"Nights in Black Leather", dirigido e coproduzido por Richard Abel sob o pseudônimo Ignatio Rutkowski, é um retrato exuberante da cultura sexual gay que ocupava as ruas de São Francisco e Santa Monica no início dos anos 1970. Estruturado como um diário de viagem sexual, o filme acompanha Peter Berlin enquanto ele rememora encontros em parques, bares e espaços ligados à cena BDSM, transformando o cruising em narrativa e registro de uma sociabilidade que antecede a crise da AIDS.
O centro dessa experiência é Peter Berlin, modelo e fotógrafo alemão que construiu no filme uma persona sexual imediatamente reconhecível. Seus figurinos de couro preto, desenhados pelo próprio Berlin, e sua presença diante da câmera transformam seu corpo em imagem, fetiche e afirmação de desejo. "Nights in Black Leather" registra, assim, um momento em que a exposição do corpo masculino gay podia funcionar como gesto de liberdade e provocação pública.

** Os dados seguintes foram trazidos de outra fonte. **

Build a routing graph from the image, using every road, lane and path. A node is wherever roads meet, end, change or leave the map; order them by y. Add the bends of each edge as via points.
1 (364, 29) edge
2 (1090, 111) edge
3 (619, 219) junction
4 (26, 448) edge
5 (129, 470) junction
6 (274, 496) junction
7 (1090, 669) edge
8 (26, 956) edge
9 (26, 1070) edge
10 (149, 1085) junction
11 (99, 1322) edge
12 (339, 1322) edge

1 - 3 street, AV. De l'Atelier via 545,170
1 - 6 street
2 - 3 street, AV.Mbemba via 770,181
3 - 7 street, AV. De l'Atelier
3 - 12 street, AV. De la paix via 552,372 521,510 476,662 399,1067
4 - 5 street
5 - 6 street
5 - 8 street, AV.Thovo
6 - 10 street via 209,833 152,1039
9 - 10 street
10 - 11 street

Existe uma dimensão performática inseparável de Berlin. Sua figura pública nasce justamente dessa fusão entre modelo, personagem e símbolo sexual, e o filme compreende muito bem o poder de uma imagem masculina que não procura suavizar sua dimensão erótica, pelo contrário, a câmera contempla toda sua anatomia.
O resultado permanece como um documento particularmente significativo do cinema erótico gay underground. "Nights in Black Leather" captura uma cultura de desejo, couro, sexo casual e liberdade sexual em um momento histórico específico, antes que a epidemia transformasse radicalmente a relação da comunidade gay com o sexo e com o próprio corpo. Mais de cinco décadas depois, sua importância está também nessa memória: a de um cinema que registrou o desejo queer quando ele ainda estava conquistando as ruas, as telas e o direito de ser visto.